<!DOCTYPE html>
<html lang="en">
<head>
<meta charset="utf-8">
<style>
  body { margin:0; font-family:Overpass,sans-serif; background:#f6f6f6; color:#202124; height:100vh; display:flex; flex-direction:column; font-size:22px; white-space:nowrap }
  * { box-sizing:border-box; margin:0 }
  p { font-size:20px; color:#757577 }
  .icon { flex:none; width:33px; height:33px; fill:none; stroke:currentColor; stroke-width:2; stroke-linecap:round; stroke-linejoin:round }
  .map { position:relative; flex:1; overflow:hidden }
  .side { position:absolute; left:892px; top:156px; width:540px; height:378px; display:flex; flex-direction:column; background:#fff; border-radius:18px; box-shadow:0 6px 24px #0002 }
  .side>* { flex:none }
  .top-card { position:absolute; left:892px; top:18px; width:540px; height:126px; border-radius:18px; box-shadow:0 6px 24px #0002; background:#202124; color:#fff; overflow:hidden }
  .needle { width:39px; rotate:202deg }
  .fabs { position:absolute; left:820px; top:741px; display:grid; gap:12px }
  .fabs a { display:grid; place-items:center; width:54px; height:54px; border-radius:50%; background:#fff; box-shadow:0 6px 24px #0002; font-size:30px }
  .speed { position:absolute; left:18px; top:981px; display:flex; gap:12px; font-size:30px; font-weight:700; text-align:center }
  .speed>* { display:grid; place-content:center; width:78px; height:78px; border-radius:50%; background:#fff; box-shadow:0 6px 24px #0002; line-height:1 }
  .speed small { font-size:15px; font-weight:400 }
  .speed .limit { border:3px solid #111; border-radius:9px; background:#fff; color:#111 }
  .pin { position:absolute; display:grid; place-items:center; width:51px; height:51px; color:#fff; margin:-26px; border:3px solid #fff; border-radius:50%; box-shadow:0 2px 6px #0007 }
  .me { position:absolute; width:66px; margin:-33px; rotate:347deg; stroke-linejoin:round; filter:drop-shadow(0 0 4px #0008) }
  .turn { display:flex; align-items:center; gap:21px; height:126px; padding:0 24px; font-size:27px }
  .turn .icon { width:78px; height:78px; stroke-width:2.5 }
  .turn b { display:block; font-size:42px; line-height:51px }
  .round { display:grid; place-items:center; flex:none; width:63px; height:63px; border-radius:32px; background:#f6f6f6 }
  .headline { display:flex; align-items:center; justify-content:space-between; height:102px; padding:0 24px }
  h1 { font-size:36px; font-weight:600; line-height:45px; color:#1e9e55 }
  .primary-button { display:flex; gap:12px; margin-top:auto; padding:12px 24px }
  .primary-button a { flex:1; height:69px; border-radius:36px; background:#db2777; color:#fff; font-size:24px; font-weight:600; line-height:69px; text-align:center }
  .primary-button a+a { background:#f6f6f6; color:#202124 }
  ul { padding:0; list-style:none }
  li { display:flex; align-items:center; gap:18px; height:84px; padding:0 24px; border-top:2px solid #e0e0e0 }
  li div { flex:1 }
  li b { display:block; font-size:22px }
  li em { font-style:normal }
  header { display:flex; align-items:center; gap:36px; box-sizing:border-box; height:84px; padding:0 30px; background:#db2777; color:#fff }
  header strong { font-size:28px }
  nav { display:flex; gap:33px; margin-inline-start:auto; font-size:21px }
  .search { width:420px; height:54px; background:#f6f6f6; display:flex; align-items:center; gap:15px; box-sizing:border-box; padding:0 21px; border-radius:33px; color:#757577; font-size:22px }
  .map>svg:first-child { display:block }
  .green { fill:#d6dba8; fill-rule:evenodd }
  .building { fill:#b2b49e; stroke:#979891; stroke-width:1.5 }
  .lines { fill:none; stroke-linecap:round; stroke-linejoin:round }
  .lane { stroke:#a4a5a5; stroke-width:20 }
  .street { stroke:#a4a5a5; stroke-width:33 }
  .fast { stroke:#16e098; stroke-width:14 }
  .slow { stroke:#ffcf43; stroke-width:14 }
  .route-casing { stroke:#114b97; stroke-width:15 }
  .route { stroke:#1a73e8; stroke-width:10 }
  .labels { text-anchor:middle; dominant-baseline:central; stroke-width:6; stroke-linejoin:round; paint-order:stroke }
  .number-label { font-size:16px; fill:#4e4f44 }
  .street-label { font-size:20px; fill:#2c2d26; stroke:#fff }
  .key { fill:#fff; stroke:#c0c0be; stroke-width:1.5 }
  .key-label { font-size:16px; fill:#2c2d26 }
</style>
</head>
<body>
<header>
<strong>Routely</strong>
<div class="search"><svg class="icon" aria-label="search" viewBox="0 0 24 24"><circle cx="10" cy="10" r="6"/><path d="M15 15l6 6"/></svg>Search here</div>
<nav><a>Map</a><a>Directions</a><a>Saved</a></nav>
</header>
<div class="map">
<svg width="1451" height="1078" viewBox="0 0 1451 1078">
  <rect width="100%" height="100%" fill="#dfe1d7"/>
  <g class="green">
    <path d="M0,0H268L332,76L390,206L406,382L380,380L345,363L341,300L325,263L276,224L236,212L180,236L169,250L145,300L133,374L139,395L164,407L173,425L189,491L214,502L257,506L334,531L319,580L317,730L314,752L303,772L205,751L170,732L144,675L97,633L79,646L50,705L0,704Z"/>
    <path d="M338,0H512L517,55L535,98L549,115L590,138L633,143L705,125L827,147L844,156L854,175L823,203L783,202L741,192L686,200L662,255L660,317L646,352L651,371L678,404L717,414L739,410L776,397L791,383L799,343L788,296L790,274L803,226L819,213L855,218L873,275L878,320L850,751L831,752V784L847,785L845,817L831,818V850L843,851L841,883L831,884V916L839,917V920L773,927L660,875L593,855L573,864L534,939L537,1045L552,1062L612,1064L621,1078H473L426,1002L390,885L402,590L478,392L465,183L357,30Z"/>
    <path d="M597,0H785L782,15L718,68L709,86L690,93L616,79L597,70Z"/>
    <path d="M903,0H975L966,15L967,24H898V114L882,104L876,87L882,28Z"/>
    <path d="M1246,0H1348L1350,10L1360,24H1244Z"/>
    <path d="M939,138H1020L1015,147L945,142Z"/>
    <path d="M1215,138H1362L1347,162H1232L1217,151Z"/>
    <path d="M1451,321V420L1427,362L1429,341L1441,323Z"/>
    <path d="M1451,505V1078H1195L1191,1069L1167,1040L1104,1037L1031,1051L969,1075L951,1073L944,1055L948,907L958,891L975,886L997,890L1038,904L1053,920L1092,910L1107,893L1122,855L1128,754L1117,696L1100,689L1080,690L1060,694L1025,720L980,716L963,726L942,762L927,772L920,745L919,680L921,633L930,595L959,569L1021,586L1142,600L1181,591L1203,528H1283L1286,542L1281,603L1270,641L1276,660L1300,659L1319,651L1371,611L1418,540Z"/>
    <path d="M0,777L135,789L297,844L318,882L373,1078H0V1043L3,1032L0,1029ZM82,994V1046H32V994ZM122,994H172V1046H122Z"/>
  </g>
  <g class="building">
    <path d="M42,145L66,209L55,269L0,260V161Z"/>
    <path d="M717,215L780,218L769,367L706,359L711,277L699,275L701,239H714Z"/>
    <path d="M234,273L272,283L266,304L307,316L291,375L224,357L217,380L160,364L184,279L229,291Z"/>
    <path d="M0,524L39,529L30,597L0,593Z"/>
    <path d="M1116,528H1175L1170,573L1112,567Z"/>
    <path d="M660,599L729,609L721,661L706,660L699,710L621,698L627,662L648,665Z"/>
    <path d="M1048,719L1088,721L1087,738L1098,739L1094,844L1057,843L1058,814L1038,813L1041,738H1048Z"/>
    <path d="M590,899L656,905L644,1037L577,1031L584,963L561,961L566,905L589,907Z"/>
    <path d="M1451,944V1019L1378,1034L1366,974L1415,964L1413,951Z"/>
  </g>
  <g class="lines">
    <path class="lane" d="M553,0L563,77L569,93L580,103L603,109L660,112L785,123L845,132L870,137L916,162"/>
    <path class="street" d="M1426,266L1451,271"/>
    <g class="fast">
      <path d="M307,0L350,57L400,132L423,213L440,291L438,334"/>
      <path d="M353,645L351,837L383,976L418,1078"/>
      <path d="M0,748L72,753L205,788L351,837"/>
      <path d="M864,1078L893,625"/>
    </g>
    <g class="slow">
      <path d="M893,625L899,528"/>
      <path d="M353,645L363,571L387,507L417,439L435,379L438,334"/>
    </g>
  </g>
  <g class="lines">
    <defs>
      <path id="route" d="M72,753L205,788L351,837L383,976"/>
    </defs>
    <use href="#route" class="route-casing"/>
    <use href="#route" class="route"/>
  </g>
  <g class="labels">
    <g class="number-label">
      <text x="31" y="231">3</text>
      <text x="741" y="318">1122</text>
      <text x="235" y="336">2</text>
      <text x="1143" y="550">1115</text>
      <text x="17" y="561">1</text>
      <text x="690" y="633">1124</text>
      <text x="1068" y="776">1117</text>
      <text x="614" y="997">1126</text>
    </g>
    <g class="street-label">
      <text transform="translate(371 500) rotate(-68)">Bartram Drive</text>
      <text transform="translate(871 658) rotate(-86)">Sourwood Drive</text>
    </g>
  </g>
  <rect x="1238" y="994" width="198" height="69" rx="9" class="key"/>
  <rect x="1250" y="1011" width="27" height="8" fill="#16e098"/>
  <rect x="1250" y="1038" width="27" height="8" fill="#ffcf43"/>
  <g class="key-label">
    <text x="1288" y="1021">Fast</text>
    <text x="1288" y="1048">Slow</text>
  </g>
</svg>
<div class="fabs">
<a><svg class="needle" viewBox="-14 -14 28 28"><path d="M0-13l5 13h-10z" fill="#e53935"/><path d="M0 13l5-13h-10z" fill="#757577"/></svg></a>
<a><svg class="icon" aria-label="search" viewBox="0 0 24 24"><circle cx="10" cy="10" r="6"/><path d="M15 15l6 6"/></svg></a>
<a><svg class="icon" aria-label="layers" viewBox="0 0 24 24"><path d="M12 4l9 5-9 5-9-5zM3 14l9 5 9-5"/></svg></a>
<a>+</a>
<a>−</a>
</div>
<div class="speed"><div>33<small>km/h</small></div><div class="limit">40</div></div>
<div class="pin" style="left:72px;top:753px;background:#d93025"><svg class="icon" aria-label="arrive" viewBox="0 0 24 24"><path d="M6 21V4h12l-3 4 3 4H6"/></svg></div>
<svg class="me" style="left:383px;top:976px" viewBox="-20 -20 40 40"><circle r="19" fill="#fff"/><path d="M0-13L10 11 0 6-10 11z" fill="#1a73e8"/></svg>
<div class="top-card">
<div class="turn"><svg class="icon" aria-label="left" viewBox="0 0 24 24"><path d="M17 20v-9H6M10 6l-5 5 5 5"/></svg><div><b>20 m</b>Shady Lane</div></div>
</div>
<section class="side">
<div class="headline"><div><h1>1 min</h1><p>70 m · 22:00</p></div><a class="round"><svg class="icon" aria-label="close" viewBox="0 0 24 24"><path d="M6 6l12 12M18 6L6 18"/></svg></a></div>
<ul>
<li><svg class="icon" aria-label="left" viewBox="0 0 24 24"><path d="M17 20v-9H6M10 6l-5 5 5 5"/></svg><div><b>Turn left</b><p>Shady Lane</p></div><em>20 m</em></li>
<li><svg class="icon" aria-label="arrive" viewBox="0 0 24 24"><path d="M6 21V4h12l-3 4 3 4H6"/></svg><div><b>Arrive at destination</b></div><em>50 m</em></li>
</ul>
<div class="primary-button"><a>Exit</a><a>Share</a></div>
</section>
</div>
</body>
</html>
+-------+
[BRIEF]:
State how many lines of the records contain the string "hidden". The number is the whole answer.

[ANSWER SPACE]:
2